A futures contract is exactly like a forward contract in that it too provides for the receipt or payment of a specified amount of an asset at a specified price with delivery at a specified future point in time. However, the futures contract has the following distinguishing characteristics:
- Unlike forward contracts, futures are traded on organized exchanges. The exchanges help ensure that the trading partners honor their obligations. The exchange clearinghouse actually becomes an intermediary between the buyer and seller of the contract. In essence, the clearinghouse becomes the seller for each buyer and the buyer for each seller.
- The formal regulation of futures contracts results in contracts that are standardized in nature versus customized. For example, the exchange specifies the quantity and quality of commodities traded, as well as the delivery place and date.
- A futures contract requires an initial deposit of funds with the transacting broker. This deposit is referred to as a margin account; it serves as collateral to help ensure that the parties to the contract are able to perform.
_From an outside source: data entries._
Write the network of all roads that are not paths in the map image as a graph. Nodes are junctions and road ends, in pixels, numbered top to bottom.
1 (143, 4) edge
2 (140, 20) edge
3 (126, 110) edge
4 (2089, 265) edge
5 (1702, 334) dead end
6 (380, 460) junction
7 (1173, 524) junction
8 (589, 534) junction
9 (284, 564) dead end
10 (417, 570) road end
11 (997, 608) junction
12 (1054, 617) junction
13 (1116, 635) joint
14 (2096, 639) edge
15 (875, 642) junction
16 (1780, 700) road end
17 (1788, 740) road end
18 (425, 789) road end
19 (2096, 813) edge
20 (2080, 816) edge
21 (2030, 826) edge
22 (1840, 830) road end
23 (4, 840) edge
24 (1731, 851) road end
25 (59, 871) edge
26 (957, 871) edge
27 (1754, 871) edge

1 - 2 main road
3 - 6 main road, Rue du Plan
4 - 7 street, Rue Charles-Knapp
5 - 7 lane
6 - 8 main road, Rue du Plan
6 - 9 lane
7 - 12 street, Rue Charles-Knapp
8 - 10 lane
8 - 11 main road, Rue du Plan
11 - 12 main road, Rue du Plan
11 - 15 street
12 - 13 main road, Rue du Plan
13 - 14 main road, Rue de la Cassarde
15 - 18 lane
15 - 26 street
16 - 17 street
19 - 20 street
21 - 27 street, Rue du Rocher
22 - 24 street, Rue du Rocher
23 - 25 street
Each day the contract is valued and marked-to-market. If the contract loses too much value, the holder will have to contribute additional cash to the margin account. If the margin account balance falls below a minimum balance, called the maintenance margin, the investor is required to replenish the account through what is called a margin call.
- Forward contracts represent cash amounts settled only at delivery and therefore represent future amounts that must be discounted to yield a current present value. However, future prices are marked-to-market each day. At the close of each trading day, a new futures price or settlement price is established. Therefore, the futures price represents a current versus future value, and no discounting is necessary. This new futures price is used to compute the gain or loss on the contract over time.
- The party that has written a futures contract is said to be short, and the party that owns the contract is said to be long.